I know the experts say we should not love on one another with food.  I haven’t followed that rule very well.  I almost cannot help but feed people out of love.  Every time I make a meal that I don’t want to make or go to the grocery when I don’t want to go, it is out of love.  Every time I opt out of the easy in favor of the healthy and every time I make sure that green vegetables have been consumed in adequate amounts, I do so out of love.  I want to provide good food for my family.  I think it’s inherent in my nature.

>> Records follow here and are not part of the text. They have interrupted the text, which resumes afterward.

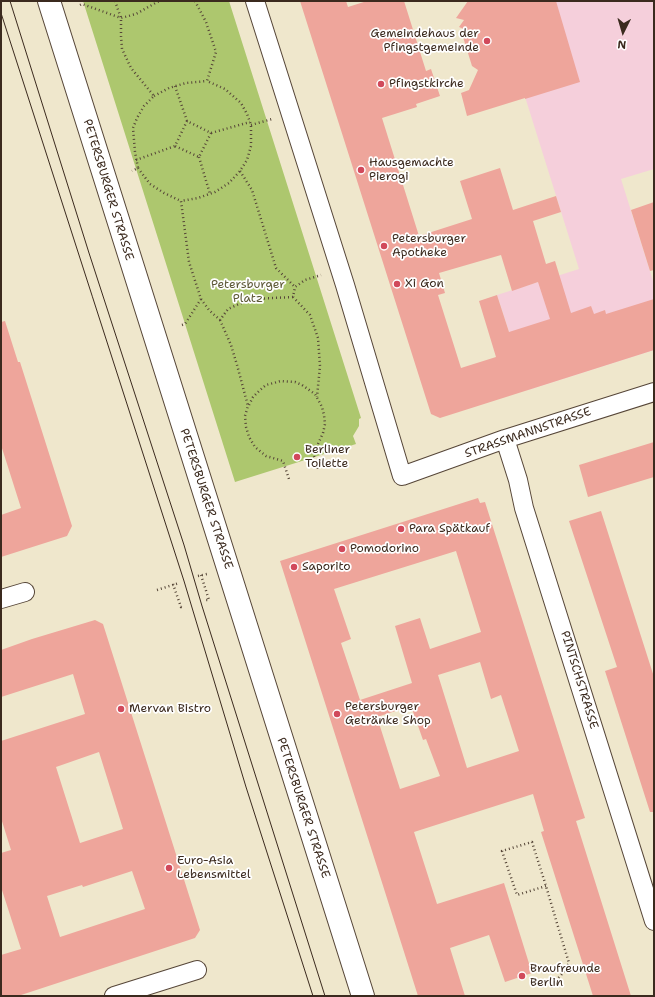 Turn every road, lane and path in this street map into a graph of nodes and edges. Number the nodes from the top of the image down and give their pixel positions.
1 (49, 1) edge
2 (115, 1) edge
3 (159, 1) edge
4 (195, 1) edge
5 (255, 1) edge
6 (80, 5) dead end
7 (121, 18) junction
8 (206, 81) junction
9 (175, 86) junction
10 (154, 96) junction
11 (272, 119) dead end
12 (187, 121) junction
13 (250, 123) junction
14 (211, 133) junction
15 (175, 146) junction
16 (199, 157) junction
17 (136, 160) junction
18 (138, 168) junction
19 (132, 170) dead end
20 (240, 171) junction
21 (210, 194) junction
22 (181, 201) junction
23 (321, 275) dead end
24 (295, 287) junction
25 (293, 297) junction
26 (201, 299) junction
27 (220, 320) junction
28 (182, 325) dead end
29 (654, 392) edge
30 (317, 397) junction
31 (248, 406) junction
32 (505, 439) junction
33 (318, 469) dead end
34 (289, 479) dead end
35 (208, 573) dead end
36 (202, 575) junction
37 (198, 576) dead end
38 (178, 583) dead end
39 (173, 584) junction
40 (157, 590) dead end
41 (25, 592) dead end
42 (1, 599) edge
43 (206, 600) dead end
44 (184, 606) dead end
45 (546, 886) junction
46 (654, 921) edge
47 (197, 970) dead end
48 (551, 987) dead end
49 (114, 996) edge
50 (363, 996) edge

1 - 50 main road, PETERSBURGER STRASSE
2 - 7 path
3 - 7 path
4 - 8 path
5 - 32 street, STRASSMANNSTRASSE
6 - 7 path
7 - 10 path
8 - 9 path
8 - 13 path
9 - 10 path
9 - 12 path
10 - 17 path
11 - 13 path
12 - 14 path
12 - 15 path
13 - 14 path
13 - 20 path
14 - 16 path
15 - 16 path
15 - 17 path
16 - 21 path
17 - 18 path
18 - 19 path
18 - 22 path
20 - 21 path
20 - 24 path
21 - 22 path
22 - 26 path
23 - 24 path
24 - 25 path
25 - 27 path
25 - 30 path
26 - 27 path
26 - 28 path
27 - 31 path
29 - 32 street, STRASSMANNSTRASSE
30 - 31 path
30 - 33 path
31 - 34 path
32 - 46 street, PINTSCHSTRASSE
35 - 36 path
36 - 37 path
36 - 43 path
38 - 39 path
39 - 40 path
39 - 44 path
41 - 42 street
45 - 45 path
45 - 48 path
47 - 49 street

Then, there’s this thing with wanting to make what my family wants to eat.  I have a list inside one of my cabinet doors of my kids’ favorite meals.  When one of them needs a little extra encouragement or an especially special pat on the back, I sometimes prepare a meal that caters to their specific preferences.  Yes, I understand that this is rewarding my children with food.  No, I can’t say that I think this is not in their best interests.  How can waffles, bacon and eggs be wrong?

Don’t answer that.

As I prepare my first actual cookbook for publication, I look forward to re-living the memories that come with the recipes.  I have been blessed to cross paths with a good many capable cooks, and I am excited to share some of the recipes they have shared with me.

My Mom’s Recipes

Mom's recipes

The kids and I went to stay with my mom and stepdad last week for a couple of nights. I told Mom to make a list of things she needed done so that we could get a few things checked off while we were there. One of the things that she was working up the nerve to tackle was organizing her cookbooks and recipes.

At first glance, it seemed like an easy enough job for the two of us to conquer. It was more a matter of eliminating things than it was of overhauling anything. But, therein lay the problem. How do you get rid of cookbooks and recipes that pull at your heartstrings?

The cookbooks were a fairly black and white operation, and I am thrilled to say that I am the beneficiary of some throwbacks to the ‘70s that my grandmothers had given to my mom. I love old cookbooks, and I love memories of my grandmas’ homemade goodies. I especially love the cookbooks that were actually theirs—ones that bear their handwritten notes in the margins.

The recipes were a little more difficult just because of their sheer number. Mom had been given a recipe box when she got married to my dad forty-some years ago and it was stuffed to its maximum capacity with recipes–and had a tidy stack lying beside it. That old recipe box is well past its prime, but it is a family heirloom for sure. Many of the recipes in it represented people who have greatly impacted my mom’s life—or even my life—and hold a special place in her heart. And, several of those souls are now walking the streets of gold with Jesus, which makes these little remnants of their time on earth even more valuable.

So, laughing and crying, we sorted through every single card and slip of paper. I don’t know how many recipes we touched that day, but it was hundreds. We got rid of all of the ones that Mom had been meaning to try but hadn’t yet gotten around to it. We also made sure to save all of the handwritten ones, family favorites and ones with special memories attached to them. We talked and sorted, chatted and filed. It was a nice morning.

In their own little way, all of those family recipes were a little legacy left to my mom. Where someone else might have seen smudged index cards, spidery handwriting and folded newspaper clippings, my mom saw people she loved and the investment they had made in her. That’s remarkable, really. Our memories are such precious resources of those who have gone before us.

What memories are you making today? What legacy are you leaving? Time is short and life is sweet. Make it good.